The word "Cupiała" may appear in some lines of the data; copy every such line.
Top of Provided entries
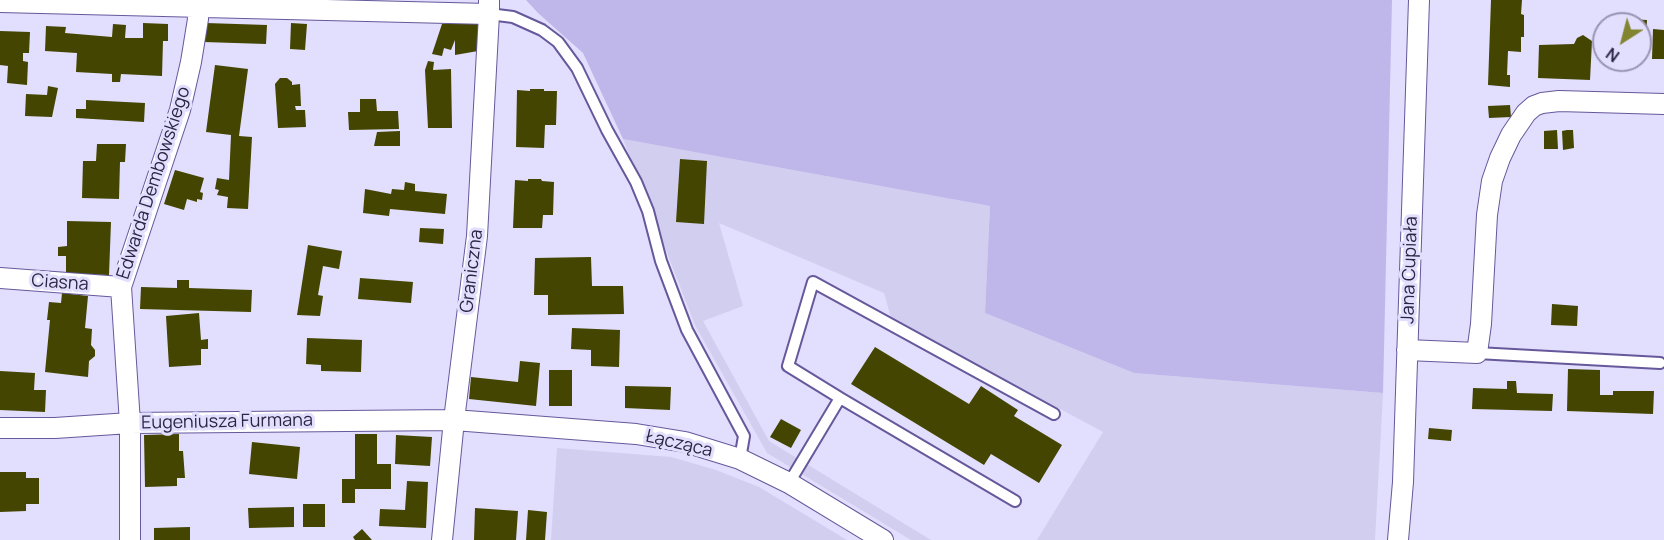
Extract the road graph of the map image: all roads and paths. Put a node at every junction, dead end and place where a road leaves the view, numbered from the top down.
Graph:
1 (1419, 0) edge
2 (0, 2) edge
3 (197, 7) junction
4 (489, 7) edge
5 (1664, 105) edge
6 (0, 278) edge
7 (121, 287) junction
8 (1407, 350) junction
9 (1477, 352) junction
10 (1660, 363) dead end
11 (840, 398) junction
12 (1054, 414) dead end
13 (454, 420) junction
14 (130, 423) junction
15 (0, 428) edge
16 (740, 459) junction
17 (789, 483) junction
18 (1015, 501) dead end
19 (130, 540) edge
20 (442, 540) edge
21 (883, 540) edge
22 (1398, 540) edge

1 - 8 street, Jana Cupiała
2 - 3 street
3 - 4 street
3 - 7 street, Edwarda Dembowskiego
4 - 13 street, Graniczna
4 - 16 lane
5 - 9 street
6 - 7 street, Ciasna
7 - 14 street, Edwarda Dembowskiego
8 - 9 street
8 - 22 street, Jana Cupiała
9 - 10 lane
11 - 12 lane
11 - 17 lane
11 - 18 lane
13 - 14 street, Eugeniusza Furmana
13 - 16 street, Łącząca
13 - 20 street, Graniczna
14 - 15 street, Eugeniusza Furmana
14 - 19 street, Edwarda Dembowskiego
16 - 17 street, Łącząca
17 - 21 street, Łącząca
Bottom of Provided entries
> _Result for this exercise_
1 - 8 street, Jana Cupiała
8 - 22 street, Jana Cupiała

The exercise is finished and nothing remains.